Top of RECORDS SHOWN

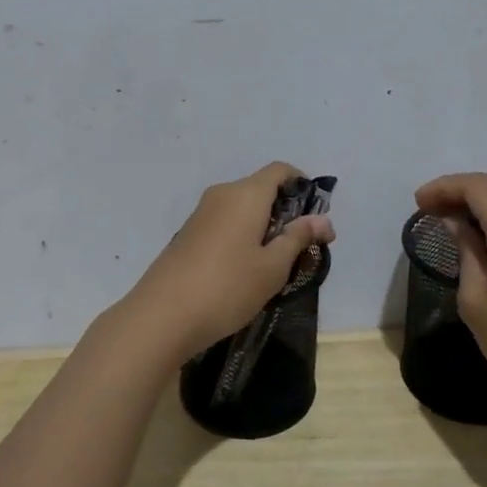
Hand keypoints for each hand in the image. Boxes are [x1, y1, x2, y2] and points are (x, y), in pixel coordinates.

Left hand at [123, 162, 335, 361]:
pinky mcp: (188, 234)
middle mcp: (222, 194)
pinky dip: (242, 235)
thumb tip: (324, 220)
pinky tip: (244, 270)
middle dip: (285, 211)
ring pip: (242, 208)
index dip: (302, 185)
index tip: (315, 216)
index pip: (280, 170)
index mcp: (245, 194)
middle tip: (301, 247)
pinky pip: (225, 222)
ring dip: (263, 226)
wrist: (162, 315)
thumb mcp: (273, 267)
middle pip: (261, 188)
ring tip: (274, 263)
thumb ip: (298, 238)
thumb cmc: (227, 287)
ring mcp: (201, 214)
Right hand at [412, 172, 486, 408]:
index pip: (478, 187)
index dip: (445, 187)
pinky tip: (478, 238)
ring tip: (448, 220)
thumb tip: (457, 224)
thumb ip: (467, 253)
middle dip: (461, 189)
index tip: (417, 204)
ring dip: (480, 201)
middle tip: (429, 207)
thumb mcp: (477, 301)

Bottom of RECORDS SHOWN

- _EXERCISE GOAL_
Go to the line in the material above that contains "thumb tip: (324, 220)" and copy exactly from there through the line that contains "ring tip: (448, 220)", stopping after it.

- _SOLVED EXERCISE_
thumb tip: (324, 220)
pinky tip: (244, 270)
middle dip: (285, 211)
ring pip: (242, 208)
index dip: (302, 185)
index tip: (315, 216)
index pip: (280, 170)
index mcp: (245, 194)
middle tip: (301, 247)
pinky pip: (225, 222)
ring dip: (263, 226)
wrist: (162, 315)
thumb mcp: (273, 267)
middle pip: (261, 188)
ring tip: (274, 263)
thumb ip: (298, 238)
thumb cmc: (227, 287)
ring mcp: (201, 214)
Right hand at [412, 172, 486, 408]:
index pip: (478, 187)
index dip: (445, 187)
pinky tip: (478, 238)
ring tip: (448, 220)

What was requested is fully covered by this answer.